*Source material*
----------------

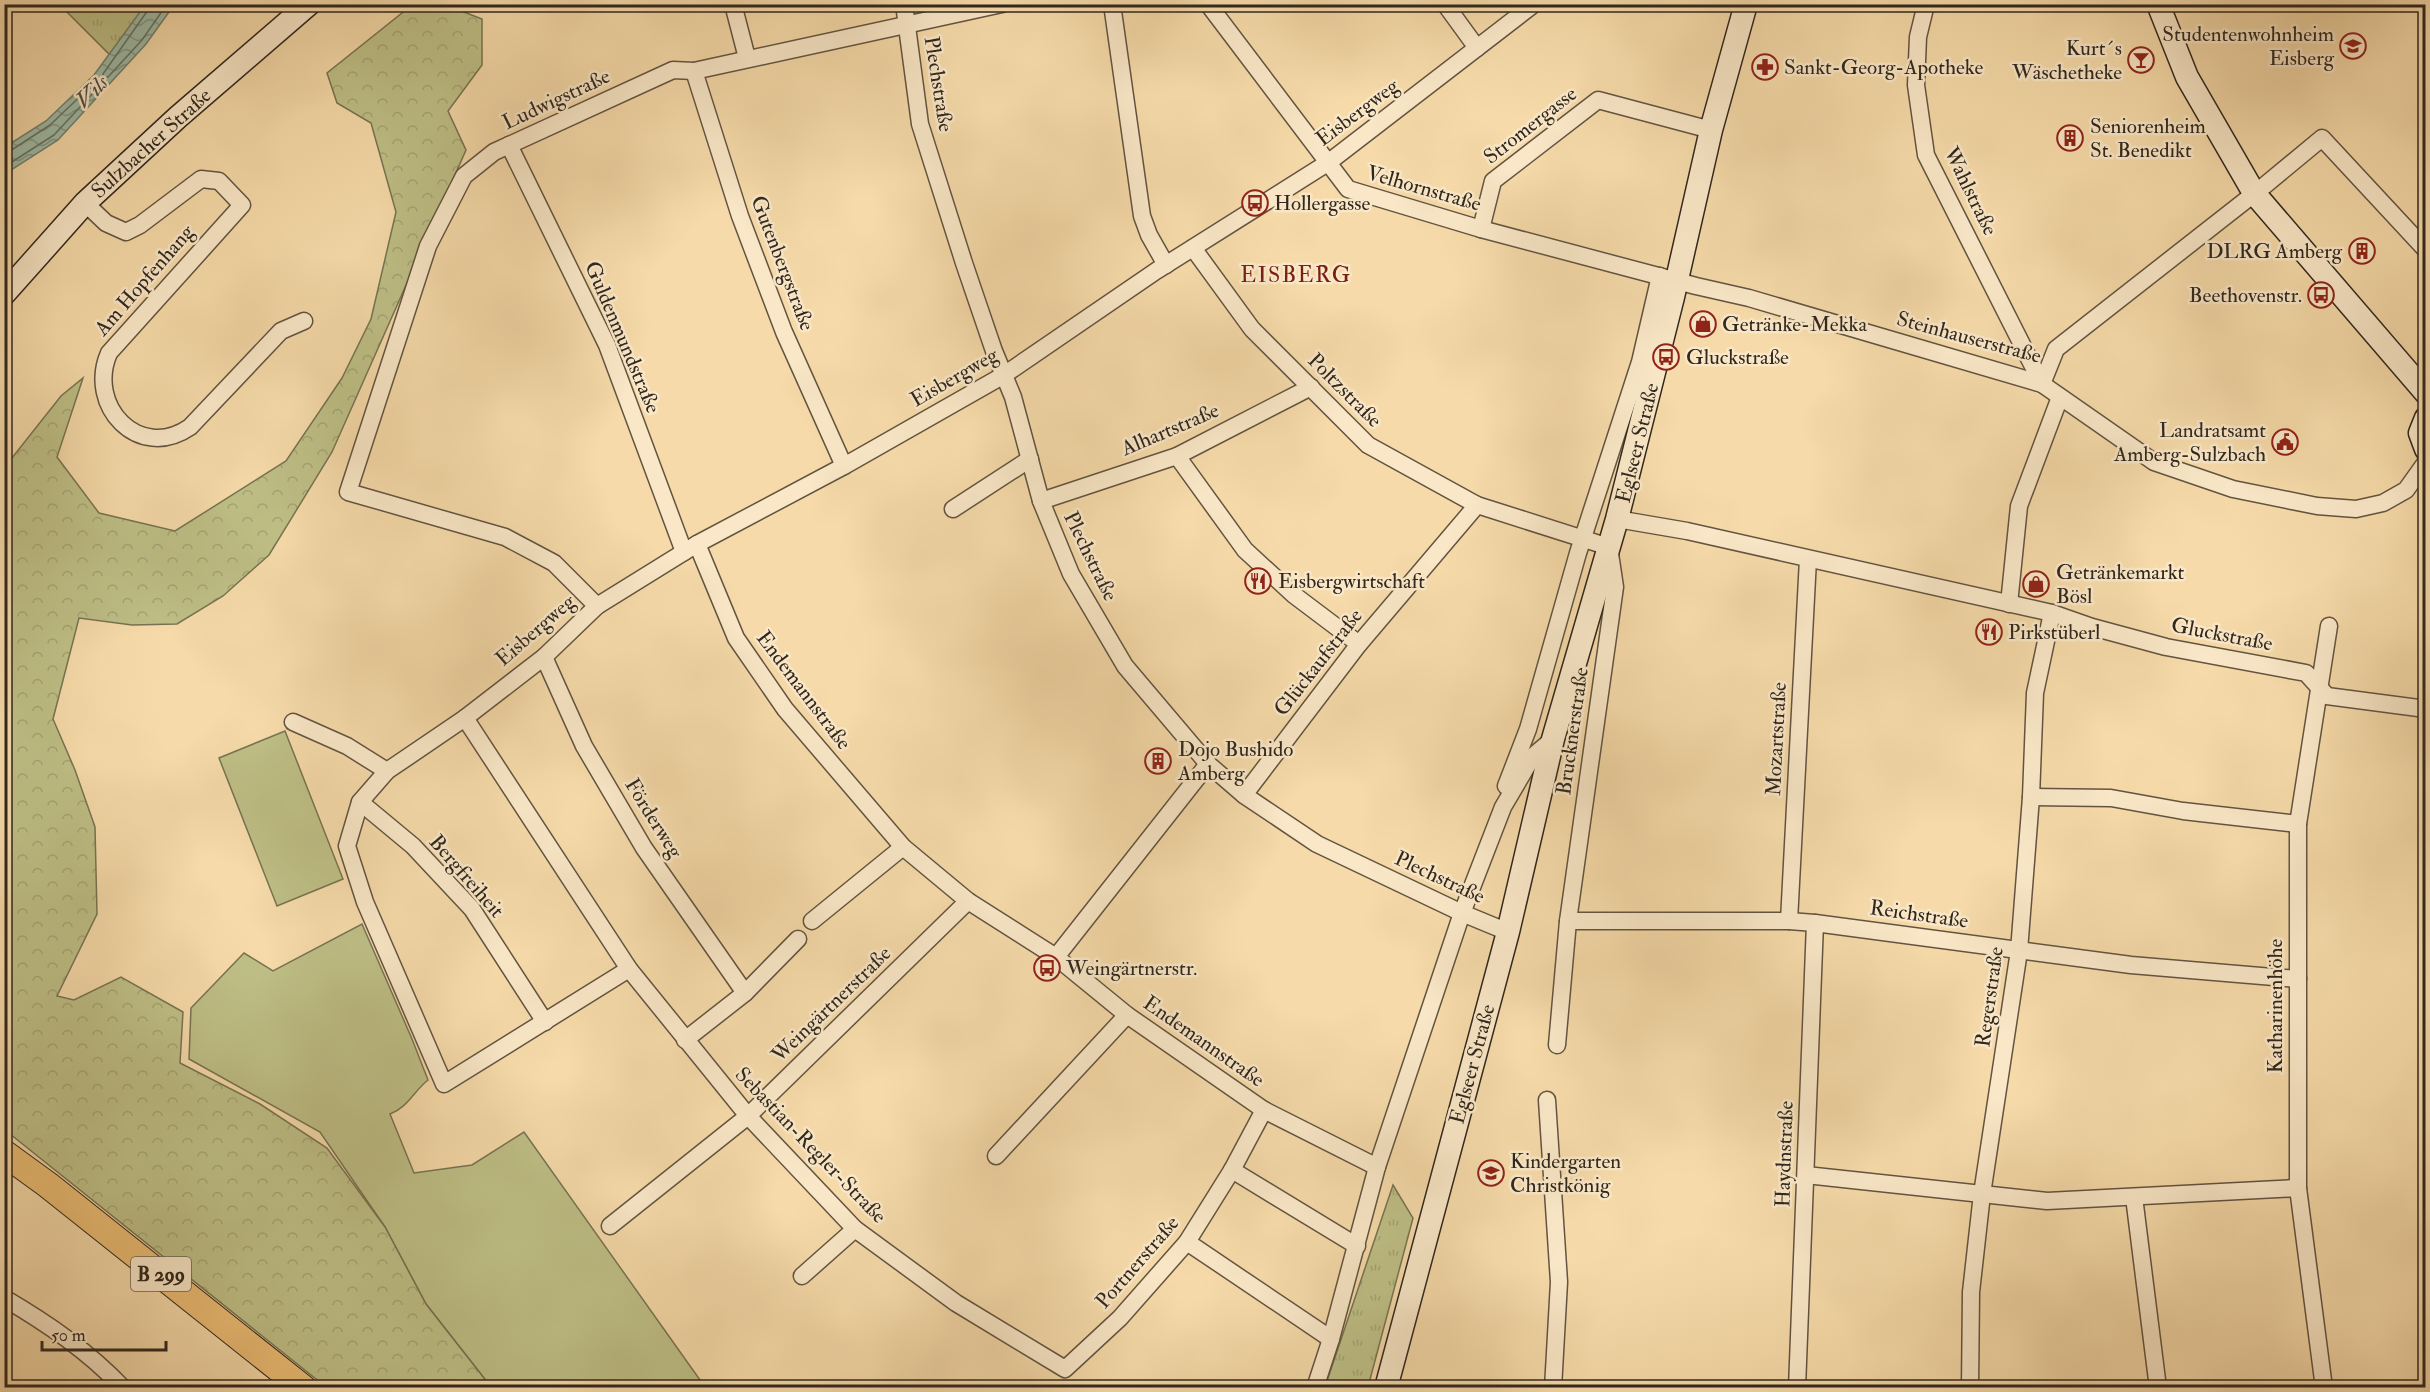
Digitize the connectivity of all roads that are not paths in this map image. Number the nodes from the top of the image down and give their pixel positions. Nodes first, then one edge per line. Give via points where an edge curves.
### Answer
1 (309, 4) edge
2 (733, 4) edge
3 (904, 4) edge
4 (1002, 4) edge
5 (1112, 4) edge
6 (1208, 4) edge
7 (1445, 4) edge
8 (1534, 4) edge
9 (1746, 4) edge
10 (1926, 4) edge
11 (2158, 4) edge
12 (907, 24) junction
13 (1477, 48) junction
14 (747, 58) junction
15 (694, 71) junction
16 (1711, 130) junction
17 (509, 145) junction
18 (1329, 162) junction
19 (2254, 193) junction
20 (85, 203) junction
21 (1481, 229) junction
22 (1193, 248) junction
23 (2426, 250) edge
24 (1166, 265) junction
25 (1669, 278) junction
26 (4, 294) edge
27 (304, 321) dead end
28 (1004, 375) junction
29 (2042, 384) junction
30 (1311, 387) junction
31 (2426, 393) edge
32 (2060, 397) junction
33 (2426, 418) edge
34 (2426, 449) edge
35 (1177, 456) junction
36 (1030, 459) junction
37 (2426, 462) edge
38 (844, 466) junction
39 (1041, 501) junction
40 (1477, 505) junction
41 (953, 509) dead end
42 (1617, 519) junction
43 (1582, 539) junction
44 (1609, 547) junction
45 (691, 548) junction
46 (1808, 559) junction
47 (2009, 604) junction
48 (597, 606) junction
49 (2052, 613) junction
50 (2329, 626) dead end
51 (1359, 644) junction
52 (544, 657) junction
53 (2319, 685) junction
54 (2426, 709) edge
55 (465, 718) junction
56 (293, 722) dead end
57 (1553, 739) junction
58 (1208, 764) junction
59 (387, 771) junction
60 (1244, 795) junction
61 (2031, 797) junction
62 (360, 802) junction
63 (1503, 807) junction
64 (2298, 824) junction
65 (903, 847) junction
66 (968, 901) junction
67 (1462, 914) junction
68 (812, 921) dead end
69 (1568, 921) junction
70 (1789, 921) junction
71 (1815, 923) junction
72 (1508, 932) junction
73 (798, 939) dead end
74 (2019, 951) junction
75 (1056, 957) junction
76 (629, 969) junction
77 (2298, 979) junction
78 (745, 993) junction
79 (1127, 1015) junction
80 (545, 1022) junction
81 (684, 1040) junction
82 (1557, 1045) dead end
83 (1547, 1100) dead end
84 (1264, 1110) junction
85 (748, 1116) junction
86 (996, 1156) dead end
87 (11, 1157) edge
88 (1377, 1167) junction
89 (1232, 1170) junction
90 (1806, 1175) junction
91 (2298, 1188) junction
92 (1982, 1194) junction
93 (2134, 1197) junction
94 (610, 1226) dead end
95 (855, 1229) junction
96 (1187, 1242) junction
97 (1357, 1246) junction
98 (802, 1276) dead end
99 (4, 1298) edge
100 (1331, 1339) junction
101 (1065, 1370) joint
102 (123, 1388) edge
103 (303, 1388) edge
104 (1316, 1388) edge
105 (1386, 1388) edge
106 (1553, 1388) edge
107 (1797, 1388) edge
108 (1970, 1388) edge
109 (2158, 1388) edge
110 (2324, 1388) edge

1 - 20 street, Sulzbacher Straße
2 - 14 street
3 - 12 street, Plechstraße
4 - 12 street, Ludwigstraße
5 - 24 street via 1142,216
6 - 18 street, Velhornstraße
7 - 13 street
8 - 13 street, Eisbergweg
9 - 16 street, Eglseer Straße
10 - 29 street, Wahlstraße via 1918,37 1916,85 1926,155
11 - 19 street via 2187,77
12 - 14 street, Ludwigstraße
12 - 28 street, Plechstraße via 920,124
13 - 18 street, Eisbergweg
14 - 15 street, Ludwigstraße
15 - 17 street, Ludwigstraße via 673,70
15 - 38 street, Gutenbergstraße via 740,216 784,332
16 - 21 street, Stromergasse via 1598,100 1493,181
16 - 25 street, Eglseer Straße
17 - 45 street, Guldenmundstraße via 607,345
17 - 48 street, Ludwigstraße via 464,176 428,246 348,492 505,537 554,563
18 - 21 street, Velhornstraße via 1348,189
18 - 22 street, Eisbergweg
19 - 23 street, Steinhauserstraße via 2322,138
19 - 29 street, Steinhauserstraße via 2056,349
19 - 31 street
20 - 26 street, Sulzbacher Straße
20 - 27 street, Am Hopfenhang via 106,223 126,232 201,179 219,181 242,205 109,353 102,380 105,396 125,427 142,437 163,438 190,427 281,331
21 - 25 street, Velhornstraße
22 - 24 street, Eisbergweg
22 - 30 street, Poltzstraße via 1252,329
24 - 28 street, Eisbergweg
25 - 29 street, Steinhauserstraße via 1749,297
25 - 42 street, Eglseer Straße
25 - 43 street, Eglseer Straße
28 - 36 street, Plechstraße
28 - 38 street, Eisbergweg
29 - 32 street
30 - 35 street, Alhartstraße
30 - 40 street, Poltzstraße via 1368,445
32 - 37 street via 2154,462 2233,489 2317,506 2356,509 2383,503 2406,490
32 - 47 street via 2019,506
33 - 34 street via 2420,434
35 - 39 street, Alhartstraße
35 - 51 street via 1245,550 1294,596
36 - 39 street, Plechstraße
36 - 41 street
38 - 45 street, Eisbergweg
39 - 58 street, Plechstraße via 1071,574 1125,666
40 - 43 street, Poltzstraße
40 - 51 street, Glückaufstraße
42 - 44 street, Eglseer Straße
42 - 46 street, Gluckstraße
43 - 44 street, Poltzstraße
43 - 63 street, Eglseer Straße via 1528,729 1506,786
44 - 57 street, Eglseer Straße
44 - 69 street, Brucknerstraße via 1615,587
45 - 48 street, Eisbergweg
45 - 65 street, Endemannstraße via 736,638 785,709
46 - 47 street, Gluckstraße
46 - 70 street, Mozartstraße
47 - 49 street, Gluckstraße
48 - 52 street, Eisbergweg
49 - 53 street, Gluckstraße via 2166,647 2306,673
49 - 61 street, Regerstraße via 2035,693
50 - 53 street, Katharinenhöhe
51 - 60 street, Glückaufstraße
52 - 55 street, Eisbergweg
52 - 78 street, Förderweg via 584,746 644,848
53 - 54 street, Gluckstraße via 2327,696
53 - 64 street, Katharinenhöhe
55 - 59 street, Eisbergweg
55 - 76 street, Sebastian-Regler-Straße
56 - 59 street via 347,746
57 - 63 street, Eglseer Straße via 1533,756
57 - 72 street, Eglseer Straße
58 - 60 street, Plechstraße
58 - 75 street
59 - 62 street, Eisbergweg
60 - 67 street, Plechstraße via 1317,844
61 - 64 street via 2111,798
61 - 74 street, Regerstraße
62 - 80 street, Bergfreiheit via 413,846 472,909
62 - 80 street, Eisbergweg via 347,846 365,902 444,1084
63 - 67 street, Eglseer Straße
64 - 77 street, Katharinenhöhe
65 - 66 street, Endemannstraße
65 - 68 street
66 - 75 street, Endemannstraße
66 - 85 street, Weingärtnerstraße
67 - 72 street, Plechstraße
67 - 88 street, Eglseer Straße
69 - 70 street, Reichstraße
69 - 82 street, Brucknerstraße
70 - 71 street, Reichstraße
71 - 74 street, Reichstraße
71 - 90 street, Haydnstraße
72 - 105 street, Eglseer Straße
73 - 78 street
74 - 77 street, Reichstraße
74 - 92 street, Regerstraße
75 - 79 street, Endemannstraße
76 - 80 street
76 - 81 street, Sebastian-Regler-Straße
77 - 91 street, Katharinenhöhe
78 - 81 street
79 - 84 street, Endemannstraße
79 - 86 street
81 - 85 street, Sebastian-Regler-Straße
83 - 106 street via 1559,1282
84 - 88 street, Endemannstraße
84 - 89 street, Portnerstraße
85 - 94 street, Weingärtnerstraße
85 - 95 street, Sebastian-Regler-Straße
87 - 103 main road, B 299
88 - 97 street, Eglseer Straße
89 - 96 street, Portnerstraße
89 - 97 street
90 - 92 street
90 - 107 street, Haydnstraße
91 - 93 street
91 - 110 street, Katharinenhöhe
92 - 93 street via 2047,1201
92 - 108 street, Regerstraße via 1971,1292
93 - 109 street
95 - 98 street
95 - 101 street, Sebastian-Regler-Straße via 956,1303
96 - 100 street
96 - 101 street, Portnerstraße via 1120,1318
97 - 100 street, Eglseer Straße
99 - 102 street via 46,1322 100,1364
100 - 104 street, Eglseer Straße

----------------

*Work to complete*
If a line above holds the string "Steinhauserstraße", copy it out.

*Result of this task*
19 - 23 street, Steinhauserstraße via 2322,138
19 - 29 street, Steinhauserstraße via 2056,349
25 - 29 street, Steinhauserstraße via 1749,297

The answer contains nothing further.